Виктория послала к нему своих личных докторов. Каждый день она интересовалась его самочувствием. Перед тем как уехать в Осборн, она послала ему примулы из Виндзора и письмо, которое он только немного подержал в руках, но уже не смог прочесть самостоятельно. Он протянул его своему другу, лорду Баррингтону, члену Тайного совета, и тот прочел ему нежные слова королевы: «Я все время думаю о вас и хотела бы сделать все, что только возможно, чтобы помочь вам и быть вам хоть чем-то полезной».

Берти, приехавший навестить его, нашел, что он выглядит немного лучше, что подтвердила и «Таймс», но очередной приступ астмы оказался последним для самого лучшего защитника английской короны. И вновь Браун «с грустью на лице и слезами на глазах» взял на себя труд сообщить королеве роковую весть.

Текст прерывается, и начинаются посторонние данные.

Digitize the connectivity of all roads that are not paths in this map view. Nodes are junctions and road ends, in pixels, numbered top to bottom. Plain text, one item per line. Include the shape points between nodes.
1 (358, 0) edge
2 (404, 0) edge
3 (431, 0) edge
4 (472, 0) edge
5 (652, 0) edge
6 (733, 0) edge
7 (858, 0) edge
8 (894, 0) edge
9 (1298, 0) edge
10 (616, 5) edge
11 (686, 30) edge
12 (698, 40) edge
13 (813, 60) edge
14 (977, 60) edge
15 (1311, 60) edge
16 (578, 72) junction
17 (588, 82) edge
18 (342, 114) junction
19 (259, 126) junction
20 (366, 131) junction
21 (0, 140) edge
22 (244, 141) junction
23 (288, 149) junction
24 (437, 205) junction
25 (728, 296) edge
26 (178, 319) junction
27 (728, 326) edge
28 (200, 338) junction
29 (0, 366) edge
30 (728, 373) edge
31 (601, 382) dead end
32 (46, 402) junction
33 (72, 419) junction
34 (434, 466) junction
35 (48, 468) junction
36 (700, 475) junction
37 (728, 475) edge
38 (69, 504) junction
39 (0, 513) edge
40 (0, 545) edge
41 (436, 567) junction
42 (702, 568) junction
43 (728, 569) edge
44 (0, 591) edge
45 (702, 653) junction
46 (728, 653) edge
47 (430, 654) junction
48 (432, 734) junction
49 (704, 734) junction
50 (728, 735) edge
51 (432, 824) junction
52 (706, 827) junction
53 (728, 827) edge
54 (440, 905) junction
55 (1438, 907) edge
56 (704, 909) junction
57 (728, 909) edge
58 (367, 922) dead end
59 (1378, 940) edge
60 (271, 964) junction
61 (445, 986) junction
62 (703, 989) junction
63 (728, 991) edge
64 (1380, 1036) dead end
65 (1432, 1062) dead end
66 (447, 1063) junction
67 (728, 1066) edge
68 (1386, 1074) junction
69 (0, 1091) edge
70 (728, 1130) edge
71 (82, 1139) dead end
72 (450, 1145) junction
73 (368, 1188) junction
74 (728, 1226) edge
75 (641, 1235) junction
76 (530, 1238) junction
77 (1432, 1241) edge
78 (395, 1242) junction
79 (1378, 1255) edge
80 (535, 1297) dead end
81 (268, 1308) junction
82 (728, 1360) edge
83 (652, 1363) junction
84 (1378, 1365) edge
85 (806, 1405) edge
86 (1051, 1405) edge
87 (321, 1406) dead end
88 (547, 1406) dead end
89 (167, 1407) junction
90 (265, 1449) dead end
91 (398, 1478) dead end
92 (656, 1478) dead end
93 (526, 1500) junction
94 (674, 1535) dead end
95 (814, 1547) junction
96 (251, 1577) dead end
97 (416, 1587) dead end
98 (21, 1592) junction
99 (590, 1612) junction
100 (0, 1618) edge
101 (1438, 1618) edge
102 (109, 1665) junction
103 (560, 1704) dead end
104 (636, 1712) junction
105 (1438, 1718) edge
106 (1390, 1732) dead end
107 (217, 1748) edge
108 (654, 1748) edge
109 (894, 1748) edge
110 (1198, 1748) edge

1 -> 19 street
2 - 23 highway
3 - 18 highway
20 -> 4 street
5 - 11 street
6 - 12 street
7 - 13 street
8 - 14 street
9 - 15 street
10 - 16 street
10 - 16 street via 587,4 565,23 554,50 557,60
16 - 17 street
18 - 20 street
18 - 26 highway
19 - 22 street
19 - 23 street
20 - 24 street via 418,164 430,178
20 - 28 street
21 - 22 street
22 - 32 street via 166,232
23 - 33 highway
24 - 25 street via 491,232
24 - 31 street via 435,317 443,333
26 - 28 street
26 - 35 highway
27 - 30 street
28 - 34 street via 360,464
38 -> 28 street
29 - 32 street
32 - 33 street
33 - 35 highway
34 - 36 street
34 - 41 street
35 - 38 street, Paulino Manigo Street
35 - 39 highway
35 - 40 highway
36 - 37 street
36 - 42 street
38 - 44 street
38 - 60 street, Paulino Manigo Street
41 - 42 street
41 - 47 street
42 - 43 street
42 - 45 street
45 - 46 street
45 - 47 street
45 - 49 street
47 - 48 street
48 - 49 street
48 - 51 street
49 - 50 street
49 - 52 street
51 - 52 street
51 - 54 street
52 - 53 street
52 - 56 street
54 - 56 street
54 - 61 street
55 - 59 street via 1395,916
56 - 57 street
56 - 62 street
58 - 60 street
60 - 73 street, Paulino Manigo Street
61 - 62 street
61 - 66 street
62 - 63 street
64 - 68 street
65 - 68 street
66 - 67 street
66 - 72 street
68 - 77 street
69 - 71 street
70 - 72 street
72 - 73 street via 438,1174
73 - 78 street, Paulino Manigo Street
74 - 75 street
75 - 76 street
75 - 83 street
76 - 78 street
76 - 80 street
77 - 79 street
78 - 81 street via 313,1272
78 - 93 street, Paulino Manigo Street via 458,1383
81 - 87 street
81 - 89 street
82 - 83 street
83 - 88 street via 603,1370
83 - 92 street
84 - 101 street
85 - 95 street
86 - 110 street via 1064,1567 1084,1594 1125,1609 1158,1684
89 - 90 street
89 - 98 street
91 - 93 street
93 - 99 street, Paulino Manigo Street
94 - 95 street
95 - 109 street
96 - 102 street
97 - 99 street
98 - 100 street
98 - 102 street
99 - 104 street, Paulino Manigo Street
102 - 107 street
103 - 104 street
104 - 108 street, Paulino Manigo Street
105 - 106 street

В своем дневнике Виктория доверительно писала: «Потерять столь мощную поддержку в столь трудный момент просто ужасно». Гладстон предложил похоронить Дизраэли с государственными почестями, но королева напомнила ему, что тот пожелал, чтобы его похоронили без всяких церемоний в Хьюгендене, рядом с его супругой. Трое сыновей королевы: Берти, Артур и Леопольд — представляли ее на этих похоронах. Сама она приехала почтить его память спустя четыре дня в сопровождении Беатрисы. Она приказала открыть его склеп, чтобы возложить на гроб букет камелий, и обнаружила там присланные ею и уже давно увядшие примулы. Годом позже эти цветы станут символом сторонников Дизраэли, и «Таймс» предложит назвать 19 апреля «Днем примулы» в память об этом премьер-министре.

Медленно и печально вошла Виктория в библиотеку Хьюгендена, где три года назад умоляла Дизраэли вступить в войну с Россией, и выпила там с Беатрисой чаю, сидя под своим портретом, подаренным ею ее дорогому Диззи: «Мне казалось, что я слышу его голос, его пылкую и живую речь, которая была свойственна ему, о чем бы он ни говорил». В его кабинете она не удержалась и взяла на память о своем великом визире маленькое колечко, привезенное из Константинополя в тридцатых годах.

Браун организовал при дворе сбор пожертвований на мемориальную доску Дизраэли, которую Виктория решила установить в церкви Хьюгендена с его профилем и выбитой золотыми буквами фразой из одного псалма: «Короли любят того, кто говорит так, как надо». Она могла бы добавить: именно так, как «его признательная ему и привязанная к нему государыня и друг К.И. Виктория» желала, чтобы ее премьер-министры говорили с ней. Сделав Викторию императрицей, Дизраэли выполнил самое заветное ее желание. Примирив королеву фей с ее прерогативами, он вытащил ее из добровольного заточения и тем самым спас монархию. Но он оставил королеву одну, без ее обольстителя.